残留への希望をつなぐ左足のゴールだ。11月27日の明治安田生命J1リーグ第37節で徳島ヴォルティスは残留を争う湘南ベルマーレに直接対決を挑み、岸本武流が左足で押し込んで1-0の勝利。残留への可能性をホームで行われる最終節までつなげた。

上写真=岸本武流(15)が仲間たちと勝利を喜ぶ。最終節にすべてをかける(写真◎J.LEAGUE)

■2021年11月27日 明治安田生命J1リーグ第37節(@レモンS/観衆6,428人)
湘南 0-1 徳島
得点者:(徳)岸本武流

「大聖がいいシュートを打ってくれたので」

 湘南対徳島という残留争いの直接対決、しかも徳島にはここで降格決定の可能性もあったから、にらみ合いのような展開になってなかなか試合が動かないのも仕方なかった。むしろ、湘南の山口智監督も徳島のダニエル・ポヤトス監督も「我慢の戦いになる」と予想していたから、前半のじりじりとした戦いは選手も織り込み済みだっただろう。

 それが後半になると、今度は仕掛け合い。それでもともに譲らない展開となれば、効いてくるのはセットプレーだ。66分、徳島がそのチャンスをゴールに結びつけた。

 左からのCKで、ニアに選手たちが突っ込んでいく。湘南の選手も遅れまいとマークについてきた。するとファーサイドががら空きになった。岩尾憲がそのスペースへストレートボールを送り込んだ。後ろからそこに走ってきた宮代大聖はリラックスしてそのままボレーシュート、抑えの効いたボールがGK谷晃生を襲い、こぼれたところを岸本武流が蹴り込んだのだ。

「大聖がいいシュートを打ってくれたので、こぼれてこいと願っていたらこぼれてきて、気持ちで押し込んだ感じですね」

 まさに気持ちがこもっていた。なにしろ、こぼれ球が目の前に来たとき、岸本は相手に背中からユニフォームを思い切り引っ張られて大きく体勢を崩しながら、それでも必死に伸ばした左足でボールを捕らえて、貴重な貴重な決勝ゴールを決めたのだから。

「やりたいことはやれたと思いますし、みんな慌てることなくいつも通りのプレーができたと思います」

 この試合に敗れて、同じく残留を争う清水エスパルスが浦和レッズに引き分け以上であれば降格する条件だった。だが、焦れずに冷静に戦って、この一発で勝ち点36で湘南に追いついた。得失点差で及ばず降格圏の17位のままだが、最終節まで残留の可能性を残した。あの伸ばした左足が、まさに希望をつないだのだ。

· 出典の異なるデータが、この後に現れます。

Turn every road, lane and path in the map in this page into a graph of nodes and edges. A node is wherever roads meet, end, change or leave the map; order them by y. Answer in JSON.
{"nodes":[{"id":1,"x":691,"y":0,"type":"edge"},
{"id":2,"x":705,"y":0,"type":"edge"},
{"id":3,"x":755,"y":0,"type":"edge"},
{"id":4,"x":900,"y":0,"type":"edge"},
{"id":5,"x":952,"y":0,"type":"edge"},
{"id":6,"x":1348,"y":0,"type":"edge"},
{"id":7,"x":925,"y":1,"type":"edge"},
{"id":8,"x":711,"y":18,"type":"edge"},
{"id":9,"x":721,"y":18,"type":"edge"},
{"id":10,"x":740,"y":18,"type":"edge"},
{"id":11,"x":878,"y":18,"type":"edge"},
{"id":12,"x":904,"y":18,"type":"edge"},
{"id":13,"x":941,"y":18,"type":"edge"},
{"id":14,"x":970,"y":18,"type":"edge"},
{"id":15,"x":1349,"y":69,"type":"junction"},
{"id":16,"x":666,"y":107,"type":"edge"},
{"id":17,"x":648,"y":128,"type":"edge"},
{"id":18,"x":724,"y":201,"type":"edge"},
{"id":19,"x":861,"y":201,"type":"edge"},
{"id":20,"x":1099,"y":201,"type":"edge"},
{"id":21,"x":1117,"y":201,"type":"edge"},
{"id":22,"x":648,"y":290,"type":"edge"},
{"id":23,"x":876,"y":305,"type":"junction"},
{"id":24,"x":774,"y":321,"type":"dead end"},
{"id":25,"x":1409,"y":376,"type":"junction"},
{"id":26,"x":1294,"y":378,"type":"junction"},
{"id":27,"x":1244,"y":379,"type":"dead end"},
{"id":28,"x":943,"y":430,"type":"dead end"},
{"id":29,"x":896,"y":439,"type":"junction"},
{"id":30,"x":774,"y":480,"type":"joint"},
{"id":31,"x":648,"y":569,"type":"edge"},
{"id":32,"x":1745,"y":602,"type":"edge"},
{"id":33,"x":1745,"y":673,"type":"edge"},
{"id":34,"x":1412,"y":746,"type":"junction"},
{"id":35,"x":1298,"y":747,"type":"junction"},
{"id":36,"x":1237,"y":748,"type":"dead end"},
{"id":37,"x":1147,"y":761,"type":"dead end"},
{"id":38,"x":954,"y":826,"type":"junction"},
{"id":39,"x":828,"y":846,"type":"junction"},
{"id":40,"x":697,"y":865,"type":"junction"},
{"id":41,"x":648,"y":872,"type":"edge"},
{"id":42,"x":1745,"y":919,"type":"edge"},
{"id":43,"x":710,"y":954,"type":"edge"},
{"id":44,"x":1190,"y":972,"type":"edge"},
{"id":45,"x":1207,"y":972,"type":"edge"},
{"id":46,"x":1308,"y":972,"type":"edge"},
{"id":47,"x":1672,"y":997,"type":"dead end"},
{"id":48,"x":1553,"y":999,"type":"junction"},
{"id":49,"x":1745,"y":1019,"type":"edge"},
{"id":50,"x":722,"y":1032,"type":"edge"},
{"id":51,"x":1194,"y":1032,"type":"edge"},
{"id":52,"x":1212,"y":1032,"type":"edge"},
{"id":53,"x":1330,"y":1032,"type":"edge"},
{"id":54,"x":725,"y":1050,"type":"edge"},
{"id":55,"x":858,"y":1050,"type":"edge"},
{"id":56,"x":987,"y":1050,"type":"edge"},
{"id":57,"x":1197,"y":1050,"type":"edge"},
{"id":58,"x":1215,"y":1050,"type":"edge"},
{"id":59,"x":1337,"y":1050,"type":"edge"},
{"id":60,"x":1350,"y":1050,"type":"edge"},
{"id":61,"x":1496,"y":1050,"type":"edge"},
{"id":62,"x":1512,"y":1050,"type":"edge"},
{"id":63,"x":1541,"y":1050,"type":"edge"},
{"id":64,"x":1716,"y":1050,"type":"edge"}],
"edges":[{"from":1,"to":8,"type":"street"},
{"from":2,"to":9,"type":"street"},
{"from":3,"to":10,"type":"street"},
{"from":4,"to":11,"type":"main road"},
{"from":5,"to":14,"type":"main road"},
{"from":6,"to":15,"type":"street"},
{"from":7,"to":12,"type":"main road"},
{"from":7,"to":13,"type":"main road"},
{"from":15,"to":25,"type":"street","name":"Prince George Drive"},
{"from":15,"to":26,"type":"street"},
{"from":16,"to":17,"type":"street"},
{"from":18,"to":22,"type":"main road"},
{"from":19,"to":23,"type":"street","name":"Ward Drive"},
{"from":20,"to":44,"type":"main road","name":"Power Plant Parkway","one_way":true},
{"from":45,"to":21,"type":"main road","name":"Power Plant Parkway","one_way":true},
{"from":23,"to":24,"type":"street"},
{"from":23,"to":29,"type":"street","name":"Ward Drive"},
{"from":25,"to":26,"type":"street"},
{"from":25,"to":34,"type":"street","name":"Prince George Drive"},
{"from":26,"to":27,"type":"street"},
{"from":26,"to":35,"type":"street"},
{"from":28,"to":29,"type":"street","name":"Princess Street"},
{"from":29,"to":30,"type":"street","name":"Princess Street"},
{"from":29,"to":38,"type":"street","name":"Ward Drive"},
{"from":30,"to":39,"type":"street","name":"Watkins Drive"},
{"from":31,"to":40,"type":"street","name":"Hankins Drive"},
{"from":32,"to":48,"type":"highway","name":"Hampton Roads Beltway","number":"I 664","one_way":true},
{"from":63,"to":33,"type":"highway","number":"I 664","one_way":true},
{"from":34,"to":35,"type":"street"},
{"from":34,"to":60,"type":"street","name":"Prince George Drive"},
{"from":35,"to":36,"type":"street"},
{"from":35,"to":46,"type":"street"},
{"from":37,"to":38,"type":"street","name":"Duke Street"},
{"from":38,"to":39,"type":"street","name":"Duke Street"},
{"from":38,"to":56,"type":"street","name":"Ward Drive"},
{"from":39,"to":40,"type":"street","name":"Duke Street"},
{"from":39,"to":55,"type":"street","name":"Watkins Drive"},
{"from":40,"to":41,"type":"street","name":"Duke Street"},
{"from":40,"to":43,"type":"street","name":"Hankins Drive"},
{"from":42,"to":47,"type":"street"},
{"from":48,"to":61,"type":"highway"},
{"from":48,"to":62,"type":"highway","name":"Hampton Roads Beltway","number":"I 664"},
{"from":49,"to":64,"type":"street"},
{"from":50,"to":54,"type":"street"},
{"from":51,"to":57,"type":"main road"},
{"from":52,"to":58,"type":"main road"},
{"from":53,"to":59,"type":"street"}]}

「首の皮一枚つながった状態で残り1試合ですが、すべてのファン・サポーターに感動を与えられたらいいと思います」

 相手はサンフレッチェ広島。5月に行われたアウェーゲームでは1-0で勝った相手だ。しかも、岸本のゴールで。最終節は清水と湘南の結果次第ではあるが、この日のようにもう一度、気持ちでゴールを決めて勝って、残留を成し遂げてみせる。

取材◎平澤大輔 写真◎J.LEAGUE


This article is a sponsored article by
''.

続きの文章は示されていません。